Os segundos e terceiros passos, a partir daí, buscam soluções que melhorem o conforto térmico. Mais uma vez entra o projeto de arquitetura. Trabalhar uma envoltória nas cinco faixadas que sejam adequadas, também, à questão da insolação. Têm faixadas que recebem mais luz solar, outras que recebem menos, não necessariamente eu tenho que precificar o mesmo processo construtivo ou o mesmo tipo de material.
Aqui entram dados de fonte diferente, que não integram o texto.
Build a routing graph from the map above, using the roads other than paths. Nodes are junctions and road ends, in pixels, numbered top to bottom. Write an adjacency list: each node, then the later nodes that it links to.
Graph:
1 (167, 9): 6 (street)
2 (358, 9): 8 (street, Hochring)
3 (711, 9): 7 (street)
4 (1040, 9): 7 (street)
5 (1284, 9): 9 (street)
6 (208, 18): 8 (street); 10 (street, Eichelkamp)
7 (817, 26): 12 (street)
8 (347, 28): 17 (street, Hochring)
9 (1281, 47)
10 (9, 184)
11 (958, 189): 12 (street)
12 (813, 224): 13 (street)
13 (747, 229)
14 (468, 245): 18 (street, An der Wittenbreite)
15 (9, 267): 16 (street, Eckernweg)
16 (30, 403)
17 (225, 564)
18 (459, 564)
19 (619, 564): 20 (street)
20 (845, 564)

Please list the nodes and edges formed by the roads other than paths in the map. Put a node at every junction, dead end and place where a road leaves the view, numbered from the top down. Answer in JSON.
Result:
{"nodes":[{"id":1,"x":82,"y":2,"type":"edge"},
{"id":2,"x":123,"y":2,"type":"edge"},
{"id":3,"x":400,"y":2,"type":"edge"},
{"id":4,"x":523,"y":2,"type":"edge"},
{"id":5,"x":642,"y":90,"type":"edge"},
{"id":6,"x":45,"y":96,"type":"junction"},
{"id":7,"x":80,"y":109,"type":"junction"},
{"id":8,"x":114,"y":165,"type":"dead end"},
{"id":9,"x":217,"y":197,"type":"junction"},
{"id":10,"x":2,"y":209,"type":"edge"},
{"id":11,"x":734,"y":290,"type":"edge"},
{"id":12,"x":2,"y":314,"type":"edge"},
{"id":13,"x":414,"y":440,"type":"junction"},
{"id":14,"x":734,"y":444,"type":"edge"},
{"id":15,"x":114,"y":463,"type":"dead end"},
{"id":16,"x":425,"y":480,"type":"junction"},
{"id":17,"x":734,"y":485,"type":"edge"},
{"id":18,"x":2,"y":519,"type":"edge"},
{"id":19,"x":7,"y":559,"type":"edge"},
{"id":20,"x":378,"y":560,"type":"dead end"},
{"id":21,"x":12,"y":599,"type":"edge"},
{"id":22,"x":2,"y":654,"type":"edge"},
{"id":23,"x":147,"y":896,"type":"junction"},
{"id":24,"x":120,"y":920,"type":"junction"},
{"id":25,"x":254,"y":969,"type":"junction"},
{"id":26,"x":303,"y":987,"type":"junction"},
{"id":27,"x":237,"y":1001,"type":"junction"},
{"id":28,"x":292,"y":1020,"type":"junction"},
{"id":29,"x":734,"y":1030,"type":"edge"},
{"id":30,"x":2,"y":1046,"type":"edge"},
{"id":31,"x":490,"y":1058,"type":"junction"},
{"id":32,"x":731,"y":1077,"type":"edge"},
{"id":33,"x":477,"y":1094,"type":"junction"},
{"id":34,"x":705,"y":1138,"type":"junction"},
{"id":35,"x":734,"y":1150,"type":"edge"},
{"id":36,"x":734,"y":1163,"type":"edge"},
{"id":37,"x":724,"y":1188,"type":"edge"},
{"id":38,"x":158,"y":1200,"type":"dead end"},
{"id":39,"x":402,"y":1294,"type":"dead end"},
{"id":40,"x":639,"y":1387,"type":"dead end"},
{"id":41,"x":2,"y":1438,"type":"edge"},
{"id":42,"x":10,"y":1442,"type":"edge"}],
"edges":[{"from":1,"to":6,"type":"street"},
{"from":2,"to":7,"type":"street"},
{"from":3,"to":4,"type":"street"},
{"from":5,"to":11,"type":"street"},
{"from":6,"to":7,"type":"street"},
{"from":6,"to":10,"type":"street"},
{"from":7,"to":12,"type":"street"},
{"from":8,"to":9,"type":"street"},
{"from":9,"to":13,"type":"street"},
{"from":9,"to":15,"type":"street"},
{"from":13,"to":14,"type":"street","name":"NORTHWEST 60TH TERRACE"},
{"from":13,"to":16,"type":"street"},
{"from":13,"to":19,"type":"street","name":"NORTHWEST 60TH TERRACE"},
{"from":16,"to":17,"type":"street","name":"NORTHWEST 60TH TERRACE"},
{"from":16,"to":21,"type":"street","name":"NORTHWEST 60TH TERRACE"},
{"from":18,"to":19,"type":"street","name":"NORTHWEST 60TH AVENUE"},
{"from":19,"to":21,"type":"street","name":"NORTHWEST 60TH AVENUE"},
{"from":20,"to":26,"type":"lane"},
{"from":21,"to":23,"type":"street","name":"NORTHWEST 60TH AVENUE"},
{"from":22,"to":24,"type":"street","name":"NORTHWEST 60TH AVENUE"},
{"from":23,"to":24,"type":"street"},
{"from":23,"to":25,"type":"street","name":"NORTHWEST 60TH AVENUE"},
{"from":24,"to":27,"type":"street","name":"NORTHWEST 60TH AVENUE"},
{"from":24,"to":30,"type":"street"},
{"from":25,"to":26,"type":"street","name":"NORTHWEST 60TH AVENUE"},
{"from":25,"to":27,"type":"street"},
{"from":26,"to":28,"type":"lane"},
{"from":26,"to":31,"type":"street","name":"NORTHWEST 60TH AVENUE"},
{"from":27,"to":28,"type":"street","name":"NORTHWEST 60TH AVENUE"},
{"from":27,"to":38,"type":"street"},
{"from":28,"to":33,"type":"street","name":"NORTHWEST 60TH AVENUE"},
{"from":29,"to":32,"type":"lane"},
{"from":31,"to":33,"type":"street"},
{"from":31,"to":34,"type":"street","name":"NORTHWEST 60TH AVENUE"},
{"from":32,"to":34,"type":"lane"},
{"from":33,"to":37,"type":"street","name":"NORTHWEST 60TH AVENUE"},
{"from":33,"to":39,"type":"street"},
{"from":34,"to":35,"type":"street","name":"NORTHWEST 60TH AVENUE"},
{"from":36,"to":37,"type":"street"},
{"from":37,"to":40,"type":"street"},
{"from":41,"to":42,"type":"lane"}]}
Eu tenho que adequar o meu projeto de arquitetura à posição do nascer e do pôr do Sol.
Em questões da engenharia, adequada à uma iluminação natural, um projeto de iluminação artificial adequado, com densidade de potência correta, também irá trazer ganhos para a saúde, pois a iluminação artificial não vai prejudicar a qualidade visual do usuário e ao mesmo tempo representa uma redução do uso energético de 10% a 15%.
Sem falar que em edifícios residenciais existem soluções para a água. Soluções simples, como bacias de dual flux, equipamentos com redução do consumo de água, por exemplo, arejadores, restritores de vazão, medição individualizada de água. São soluções extremamente simples que não necessitam de espaço, que é um problema quando falamos em sustentabilidade. Tal solução é adequada, como utilizar uma placa solar, uma placa fotovoltaica, mas vou perder área. Aí tem a discussão do que é melhor e o que não é.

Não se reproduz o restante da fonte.